Güney'de derinleşen ekonomik kriz ve işsizlik Kuzey'i de etkiliyor, işsizlik artıyor. Kuzey'de Denktaş, Talat ve Eroğlu gibi "Kıbrıslı" etkin politikacı da yok ufuklarda. 

Talat ve Eroğlu partilerinden uzaklaşmış, yeni liderlerin ise politik profili bilinmiyor. Kuzey bu konuda da, Güney'e göre dezavantajlı durumda.

Rumlar da ikiye bölünmüşler.

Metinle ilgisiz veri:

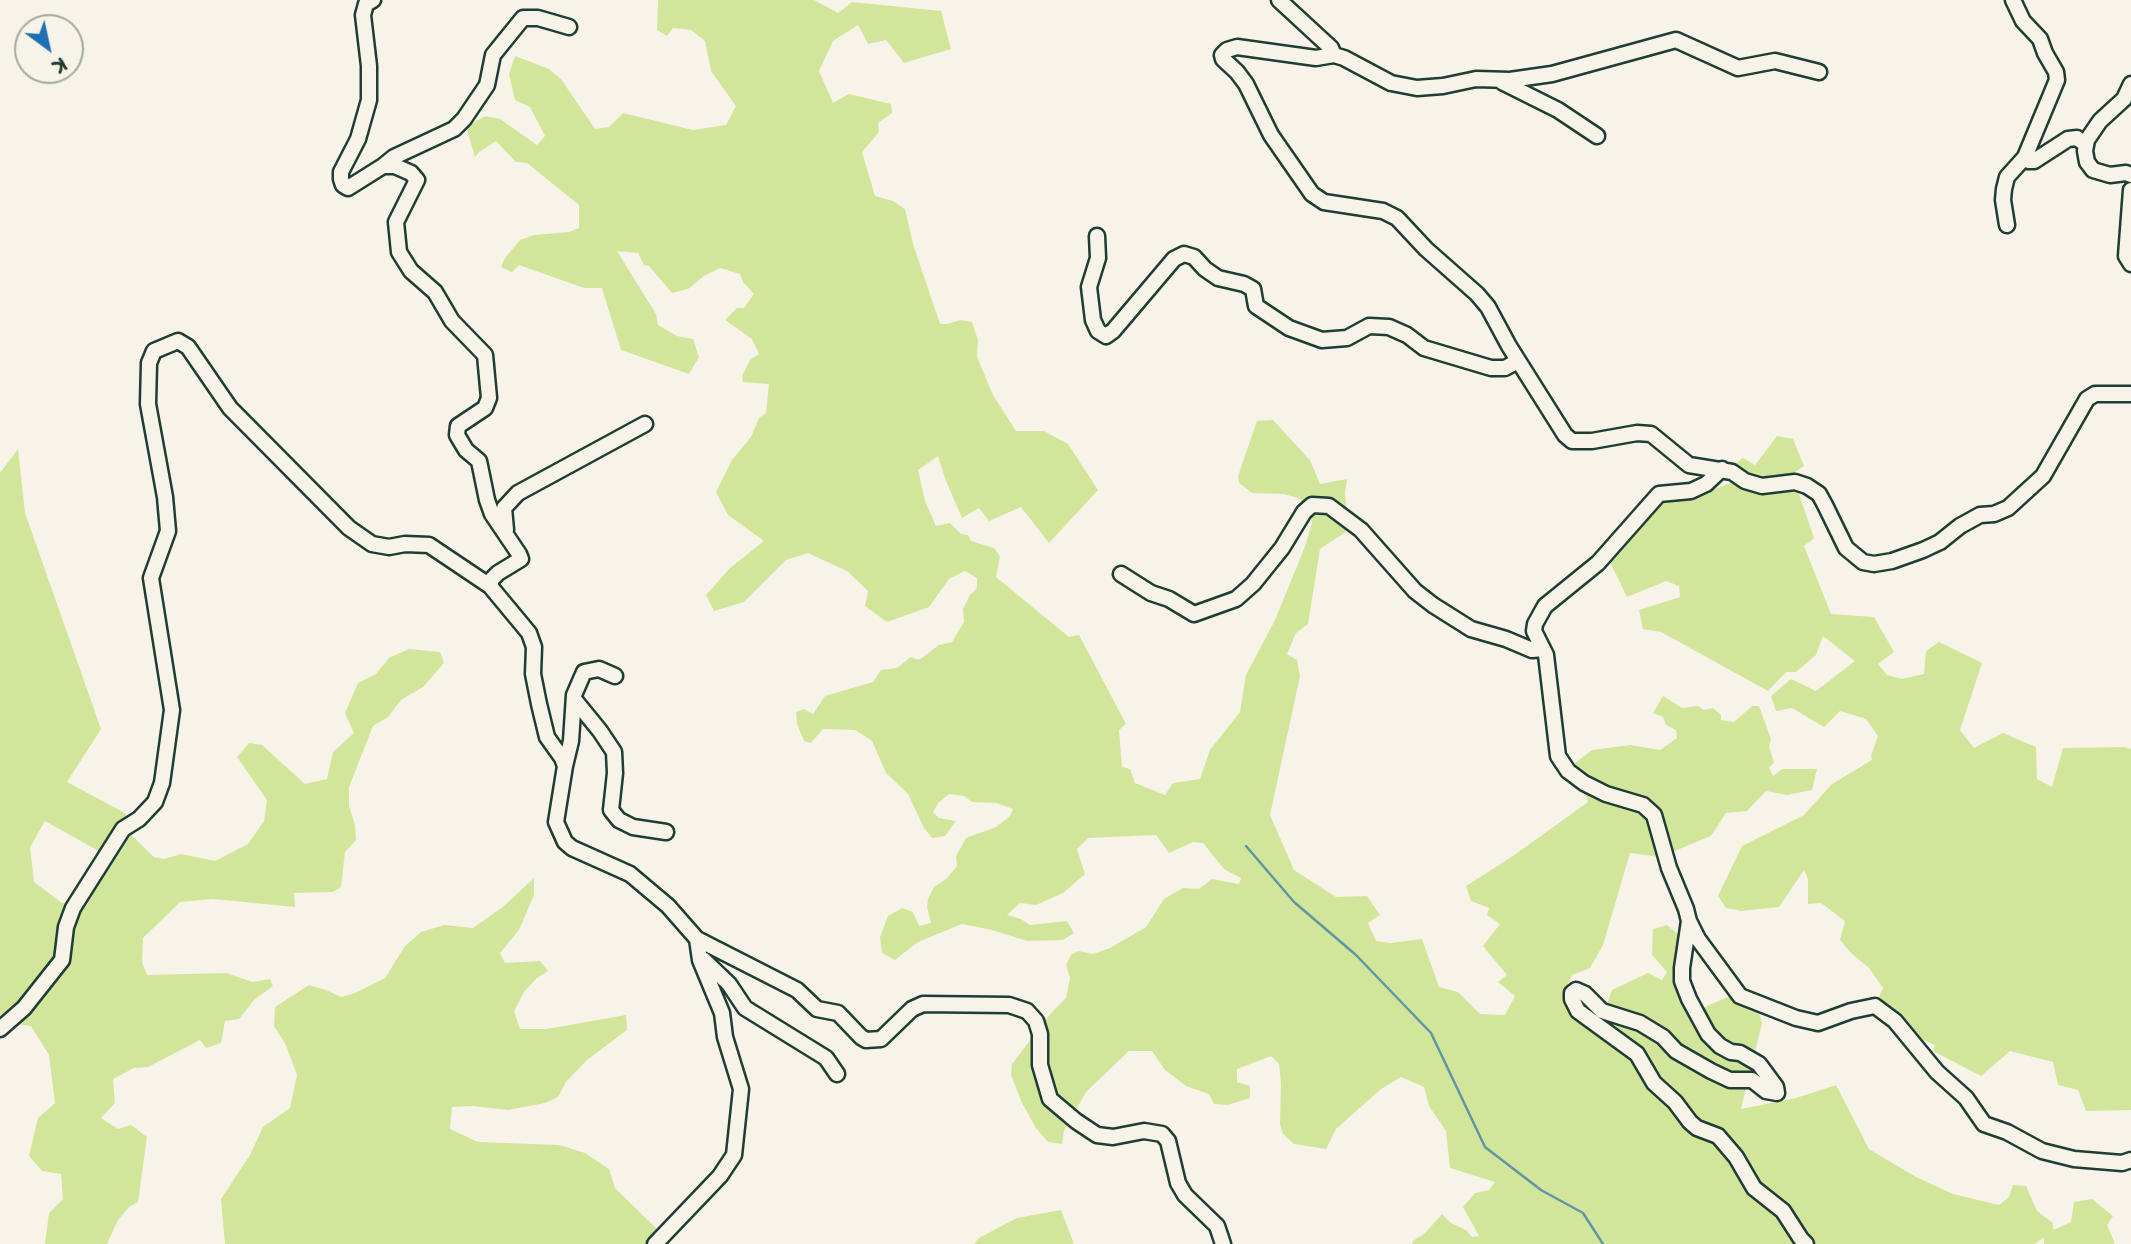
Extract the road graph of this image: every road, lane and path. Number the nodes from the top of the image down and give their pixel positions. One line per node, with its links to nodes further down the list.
1 (373, 0): 12 (street)
2 (1279, 0): 5 (street)
3 (2013, 0): 11 (street)
4 (569, 27): 12 (street)
5 (1334, 55): 7 (street); 18 (street)
6 (1819, 72): 7 (street)
7 (1495, 78): 9 (street)
8 (2131, 85): 10 (street)
9 (1597, 136)
10 (2086, 145): 11 (street); 13 (street)
11 (2025, 157): 15 (street)
12 (383, 166): 22 (street)
13 (2131, 175)
14 (2131, 190): 17 (street)
15 (2007, 225)
16 (1097, 236): 18 (street)
17 (2131, 264)
18 (1518, 361): 21 (street)
19 (2131, 394): 21 (street)
20 (645, 424): 22 (street)
21 (1722, 469): 25 (street)
22 (506, 535): 24 (street)
23 (1121, 574): 25 (street)
24 (491, 586): 28 (street); 33 (street)
25 (1543, 649): 30 (street)
26 (615, 676): 27 (street)
27 (574, 699): 28 (street); 29 (street)
28 (565, 766): 31 (street)
29 (666, 832)
30 (1689, 921): 35 (street); 38 (street)
31 (696, 939): 32 (street); 37 (street)
32 (699, 955): 34 (street); 36 (street)
33 (0, 1029)
34 (837, 1074)
35 (2131, 1160)
36 (655, 1244)
37 (1223, 1244)
38 (1806, 1244)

Annan Planı derin yaralar açmış. Plana "evet" dediği için sekiz yıldır komşuları tarafından cezalandırılanlar var. 


Akrabalar da bu yüzden yıllarca birbiri ile konuşmamış. "Evet'çiler" yıllarca Kilise ve aşırı milliyetçi grupların baskısını görmüşler. 

Kırılma Türklere ve Türkiye'ye beslenen düşmanca hislerin "evet'çilere" de uygulanmasına dönüşmüş. 

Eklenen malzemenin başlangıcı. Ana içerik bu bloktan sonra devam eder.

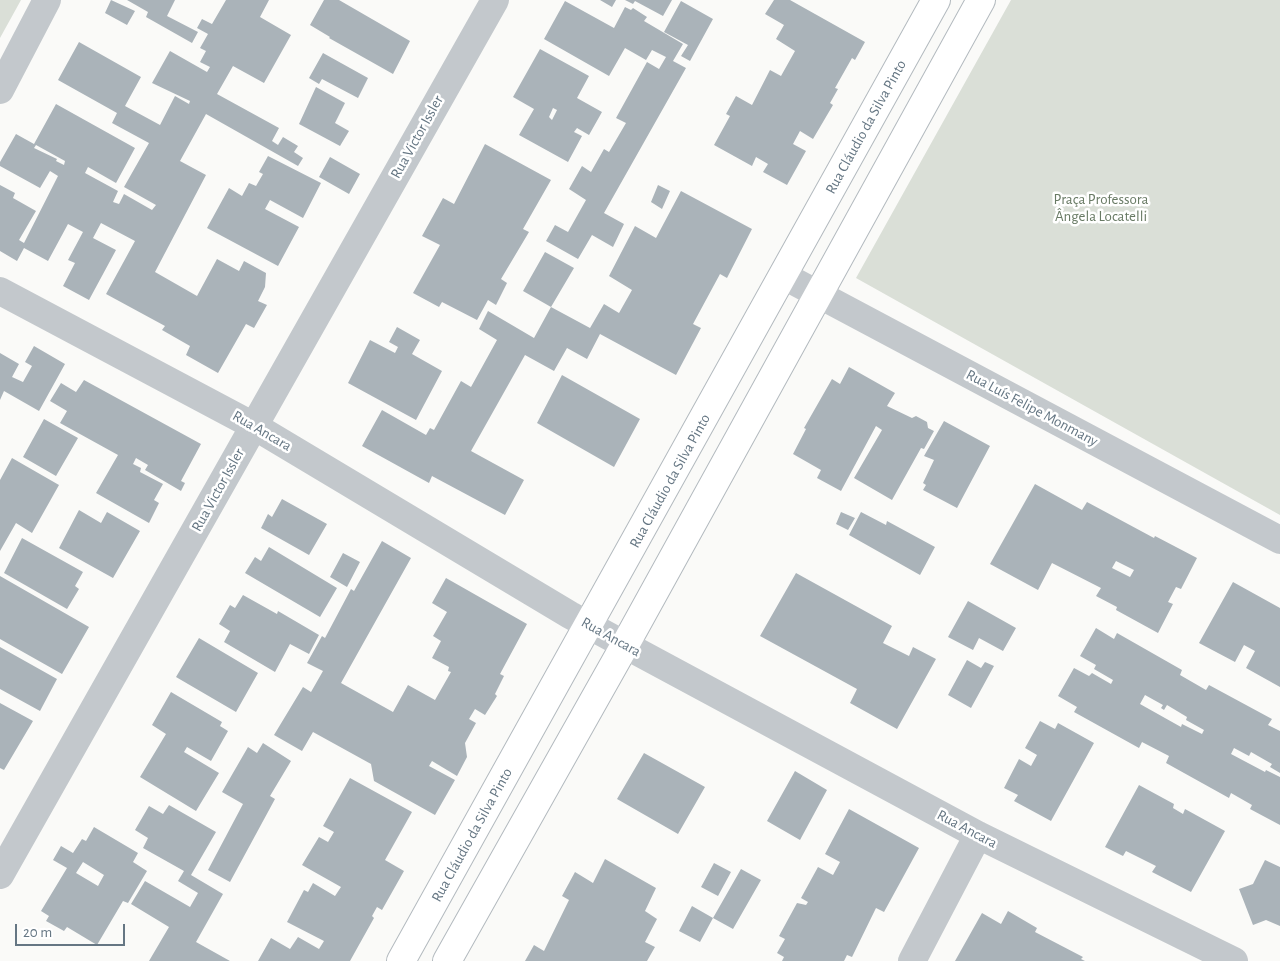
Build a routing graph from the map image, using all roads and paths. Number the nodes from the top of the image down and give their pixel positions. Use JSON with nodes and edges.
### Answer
{"nodes":[{"id":1,"x":48,"y":0,"type":"edge"},
{"id":2,"x":494,"y":0,"type":"edge"},
{"id":3,"x":936,"y":0,"type":"edge"},
{"id":4,"x":981,"y":0,"type":"edge"},
{"id":5,"x":0,"y":90,"type":"edge"},
{"id":6,"x":784,"y":276,"type":"junction"},
{"id":7,"x":0,"y":291,"type":"edge"},
{"id":8,"x":818,"y":295,"type":"junction"},
{"id":9,"x":254,"y":426,"type":"junction"},
{"id":10,"x":1280,"y":540,"type":"edge"},
{"id":11,"x":590,"y":625,"type":"junction"},
{"id":12,"x":625,"y":644,"type":"junction"},
{"id":13,"x":978,"y":835,"type":"junction"},
{"id":14,"x":0,"y":875,"type":"edge"},
{"id":15,"x":401,"y":961,"type":"edge"},
{"id":16,"x":447,"y":961,"type":"edge"},
{"id":17,"x":912,"y":961,"type":"edge"},
{"id":18,"x":1234,"y":961,"type":"edge"}],
"edges":[{"from":1,"to":5,"type":"street"},
{"from":2,"to":9,"type":"street","name":"Rua Victor Issler"},
{"from":3,"to":6,"type":"street","name":"Rua Cláudio da Silva Pinto"},
{"from":4,"to":8,"type":"street"},
{"from":6,"to":8,"type":"street","name":"Rua Luís Felipe Monmany"},
{"from":6,"to":11,"type":"street","name":"Rua Cláudio da Silva Pinto"},
{"from":7,"to":9,"type":"street","name":"Rua Ancara"},
{"from":8,"to":10,"type":"street","name":"Rua Luís Felipe Monmany"},
{"from":8,"to":12,"type":"street"},
{"from":9,"to":11,"type":"street","name":"Rua Ancara"},
{"from":9,"to":14,"type":"street","name":"Rua Victor Issler"},
{"from":11,"to":12,"type":"street","name":"Rua Ancara"},
{"from":11,"to":15,"type":"street","name":"Rua Cláudio da Silva Pinto"},
{"from":12,"to":13,"type":"street","name":"Rua Ancara"},
{"from":12,"to":16,"type":"street"},
{"from":13,"to":17,"type":"street"},
{"from":13,"to":18,"type":"street","name":"Rua Ancara"}]}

Ada küçük olduğu için bu kırılma sadece genel bir sosyal veya politik kırılma olarak değil, özel ilişkilerde de yaşanmış ve hâlâ etkin. Kilise, bu bölünmüşlüğü aşıcı bir etken değil, derinleştirici bir etken olmuş. 

Ada'da çözümün önündeki en önemli engellerden birinin Kilise olduğunu söylersek herhalde yanılmayız. 

Artık "evet'çiler" bile Annan Planı'nı savunmuyor, savunamıyor. Fakat alternatif bir çözüm de tartışılmıyor. 

"Taviz" kelimesi en etkin ve sık kullanılan bir deyim. "İki toplum ve iki bölgeli federatif ortak bir devlet" fikri etkin de olsa, bu fikre karşı aşırı güçler olduğu gibi, herkes "federasyonu" kendine göre yorumluyor. 

Mesela Anastasiades, Christophias'in müzakerelerde "vermiş olduğu tavizleri" tanımayacağını söylüyor. 

Verilmiş taviz filan olmasa, bu sözler seçim kampanyasında söylenmiş de olsa, gelecek için pek umut verici değil. Ne yapmalı? 

Toparlarsak, tüm veriler iyimser bir senaryoda bile 2015 yılına kadar müzakere sürecinde ciddi bir gelişme beklememek gerektiğini gösteriyor. Bu üç yıl, iki toplum veya toplumlar arası güven artırıcı girişimler için kullanılabilir. 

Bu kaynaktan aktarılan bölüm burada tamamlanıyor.